I guess you could jam away in those scales.... try also the B major pentatonic scale

Long Answer:
It looks to me you are playing three chords F#5, A5, E5
(one of the chords, the F#5 is voiced two different ways but is the same notes as the other F#5)

Technically these are "power chords" or "5 chords" since they only have two notes
the 1 and the 5 of the chord.. they are neither 'major' or 'minor'

F#5
notes: F# and C#

A5
notes: A and E

E5
notes E and B

looking at all the notes you are playing we have the notes F#, C#, A, E, B

The Key of A has all of these notes.

A B C# D E F# G# ---> notes in the key of A
1 2 3 4 5 6 7 --> number system muscians use for calling the notes

P P P P P ---> notes in the pentatonic scale (always the 1,2,4,5,6 of the key)
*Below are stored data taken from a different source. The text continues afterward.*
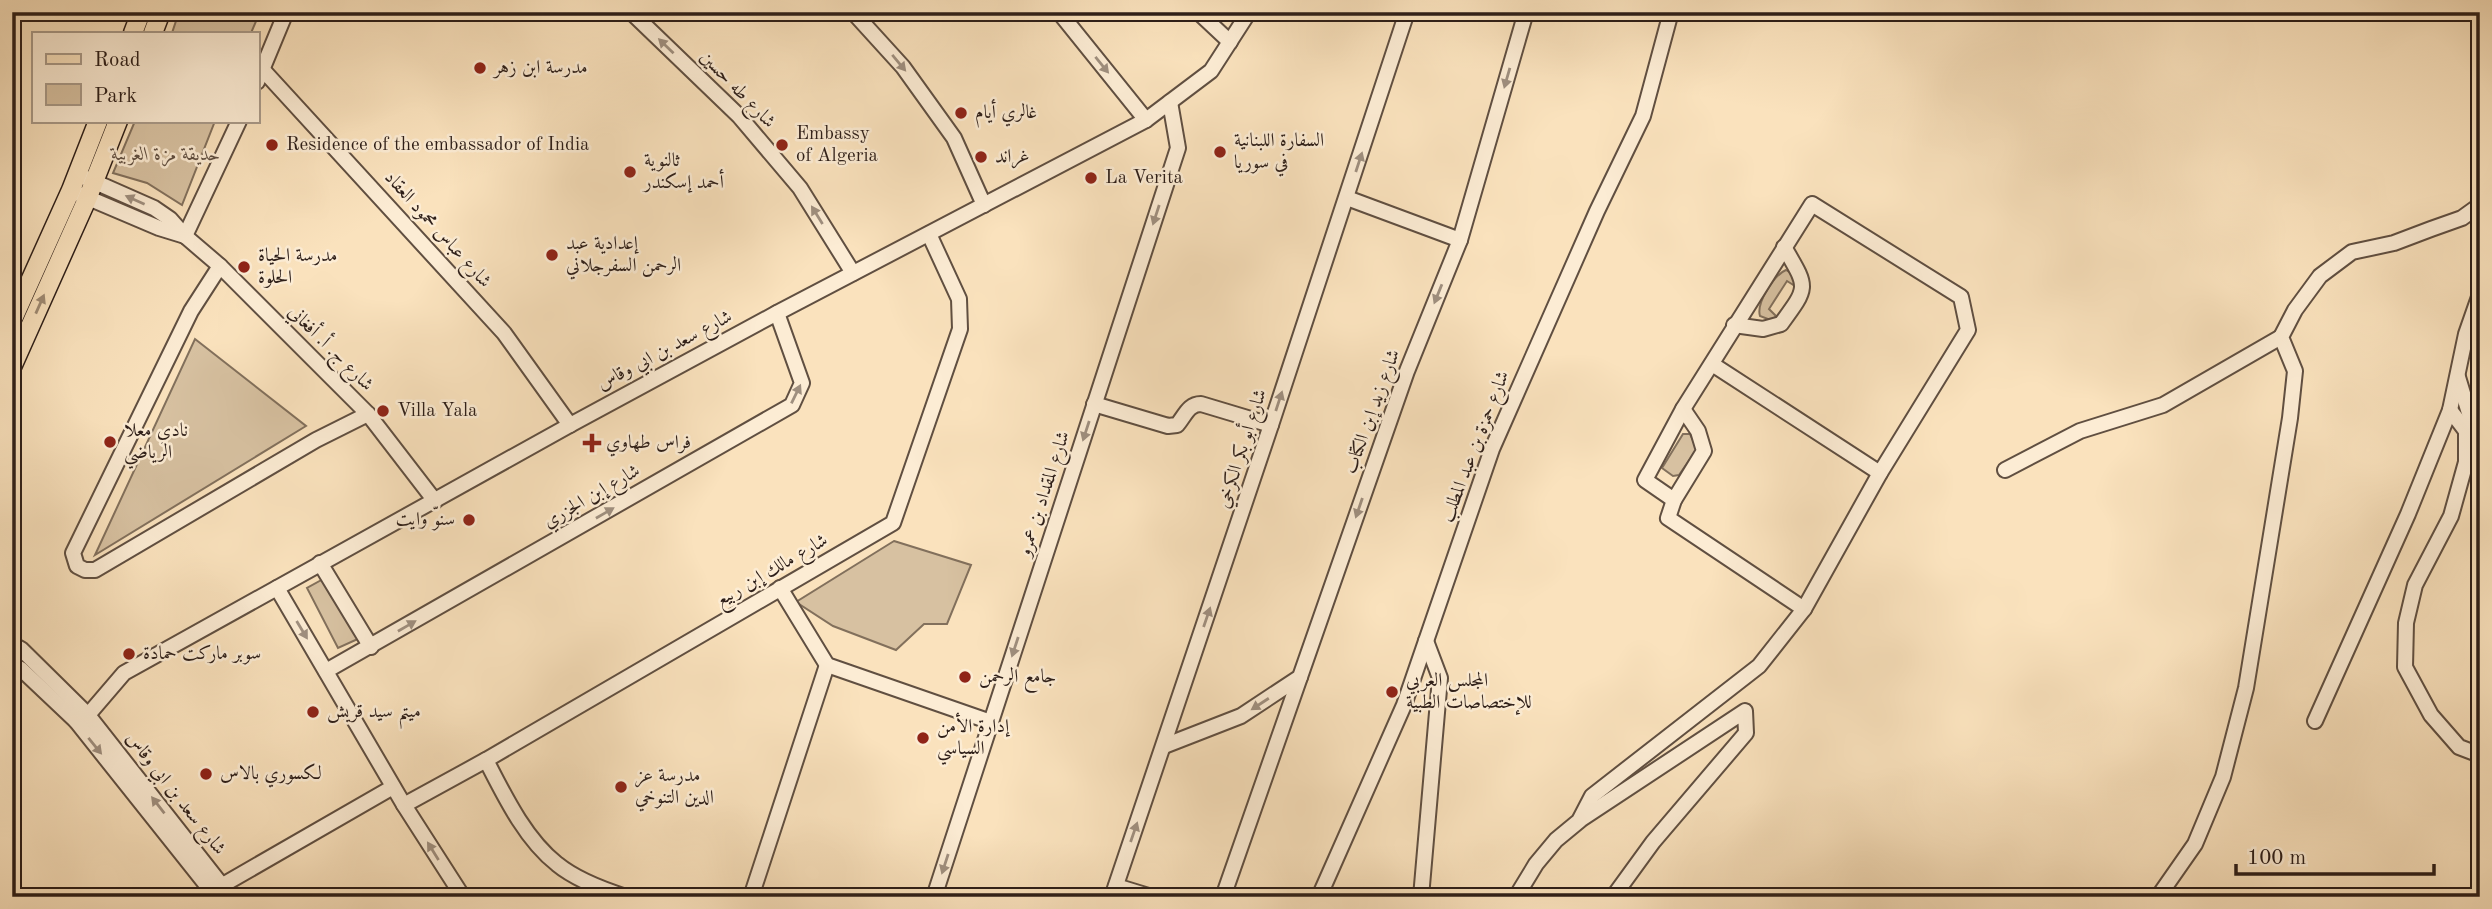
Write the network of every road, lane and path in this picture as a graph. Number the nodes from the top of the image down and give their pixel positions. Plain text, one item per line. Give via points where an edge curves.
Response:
1 (141, 12) edge
2 (161, 12) edge
3 (286, 12) edge
4 (631, 12) edge
5 (853, 12) edge
6 (1059, 12) edge
7 (1198, 12) edge
8 (1249, 12) edge
9 (1407, 12) edge
10 (1526, 12) edge
11 (1671, 12) edge
12 (133, 32) edge
13 (153, 32) edge
14 (1230, 42) junction
15 (260, 76) edge
16 (1170, 102) junction
17 (1146, 120) junction
18 (98, 122) edge
19 (117, 122) edge
20 (239, 122) edge
21 (82, 186) junction
22 (1347, 198) junction
23 (984, 205) junction
24 (2480, 205) edge
25 (929, 234) junction
26 (185, 236) junction
27 (1460, 240) junction
28 (1784, 247) junction
29 (220, 265) junction
30 (853, 273) junction
31 (2480, 294) edge
32 (777, 313) junction
33 (12, 321) edge
34 (1734, 325) junction
35 (2281, 337) junction
36 (1712, 364) junction
37 (12, 366) edge
38 (2457, 376) junction
39 (1094, 404) junction
40 (1683, 409) junction
41 (2450, 410) junction
42 (368, 414) junction
43 (570, 425) junction
44 (1271, 425) junction
45 (2480, 428) edge
46 (2005, 470) dead end
47 (1880, 473) junction
48 (1674, 500) junction
49 (435, 501) junction
50 (320, 563) junction
51 (277, 588) junction
52 (780, 588) junction
53 (1804, 609) junction
54 (1426, 641) junction
55 (12, 644) edge
56 (371, 647) junction
57 (12, 664) edge
58 (827, 665) junction
59 (326, 671) junction
60 (1300, 677) junction
61 (82, 718) junction
62 (2315, 721) dead end
63 (991, 722) junction
64 (1164, 746) junction
65 (2480, 755) edge
66 (485, 760) junction
67 (393, 787) junction
68 (404, 805) junction
69 (1579, 821) junction
70 (203, 880) junction
71 (1114, 891) edge
72 (223, 893) edge
73 (198, 897) edge
74 (463, 897) edge
75 (626, 897) edge
76 (751, 897) edge
77 (934, 897) edge
78 (1152, 897) edge
79 (1223, 897) edge
80 (1319, 897) edge
81 (1421, 897) edge
82 (1516, 897) edge
83 (1612, 897) edge
84 (2158, 897) edge

1 - 12 main road
2 - 13 main road
3 - 15 street
30 -> 4 street, شارع طه حسين via 800,188 739,116
5 -> 23 street via 903,67 954,138
6 -> 17 street
7 - 14 street
8 - 14 street, شارع سعد بن ابي وقاس
22 -> 9 street, شارع أبو بكر الكرخي
10 -> 27 street, شارع زيد إبن الكتاب
11 - 54 street, شارع حمزة بن عبد المطلب via 1643,116 1492,449
14 - 16 street, شارع سعد بن ابي وقاس via 1211,71
15 - 43 street, شارع عباس محمود العقاد via 504,333
16 - 17 street, شارع سعد بن ابي وقاس
16 -> 39 street, شارع المقداد بن عمرو via 1178,148
17 - 23 street, شارع سعد بن ابي وقاس
18 - 21 main road
19 - 21 main road
20 - 26 street
21 - 26 street, شارع ج. أ. أفغاني via 159,228
21 - 33 main road
37 -> 21 main road
22 - 27 street
44 -> 22 street, شارع أبو بكر الكرخي
23 - 25 street, شارع سعد بن ابي وقاس
24 - 35 street via 2462,218 2394,243 2352,252 2320,276
25 - 30 street, شارع سعد بن ابي وقاس
25 - 52 street, شارع مالك إبن ربيع via 959,299 960,330 893,523
26 - 29 street, شارع ج. أ. أفغاني
27 -> 60 street, شارع زيد إبن الكتاب via 1407,371
28 - 34 street
28 - 34 street via 1802,278 1801,296 1781,324 1763,329
28 - 47 street via 1812,204 1961,298 1968,330
29 - 42 street, شارع ج. أ. أفغاني
29 - 42 street via 191,311 73,553 77,566 94,570
30 - 32 street, شارع سعد بن ابي وقاس
31 - 38 street
32 - 43 street, شارع سعد بن ابي وقاس
56 -> 32 street, شارع إبن الجزري via 792,405 802,383
34 - 36 street
35 - 46 street via 2163,405 2080,431
35 - 84 street via 2295,371 2246,688 2223,777 2195,845
36 - 40 street
36 - 47 street
38 - 41 street
38 - 45 street via 2472,424
39 - 44 street via 1168,426 1177,425 1195,404
39 -> 63 street, شارع المقداد بن عمرو
40 - 48 street via 1704,450
40 - 48 street via 1645,480
41 - 62 street
41 - 65 street via 2466,431 2466,462 2451,516 2415,586 2406,623 2405,667 2431,715 2459,747
42 - 49 street, شارع ج. أ. أفغاني
43 - 49 street, شارع سعد بن ابي وقاس
64 -> 44 street, شارع أبو بكر الكرخي
47 - 53 street
48 - 53 street via 1668,518
49 - 50 street, شارع سعد بن ابي وقاس
50 - 51 street, شارع سعد بن ابي وقاس
50 - 56 street
51 -> 59 street
51 - 61 street, شارع سعد بن ابي وقاس via 124,673
52 - 58 street
52 - 66 street, شارع مالك إبن ربيع
53 - 69 street via 1759,666 1592,796
54 - 80 street, شارع حمزة بن عبد المطلب via 1404,705
54 - 81 street via 1440,678
55 - 61 street, شارع سعد بن ابي وقاس
56 - 59 street, شارع إبن الجزري
57 - 61 street, شارع سعد بن ابي وقاس
58 - 63 street
58 - 76 street
59 - 67 street
60 -> 64 street via 1241,716
60 - 79 street, شارع زيد إبن الكتاب
61 -> 70 street, شارع سعد بن ابي وقاس
72 -> 61 street, شارع سعد بن ابي وقاس
63 -> 77 street, شارع المقداد بن عمرو
71 -> 64 street, شارع أبو بكر الكرخي
66 - 68 street, شارع مالك إبن ربيع
66 - 75 street via 512,810 557,864
67 - 68 street
67 - 72 street
74 -> 68 street
69 - 82 street via 1549,848
69 - 83 street via 1745,711 1746,733
70 - 72 street, شارع سعد بن ابي وقاس
70 - 73 street
71 - 78 street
If you were jamming you would say "Ok Boys check out this progression,
it is in the Key of A, I will play a F#5 A5 E5 progression - that is the
6 - 1 - 5 chords progression ..... I know it's a bit unorthodox - but I play it really
cool"

Or you could call it the Key of F#minor in which case you are playing a 1-3-7 progression..

Final note: If it souds good - play it - and the heck with thoery.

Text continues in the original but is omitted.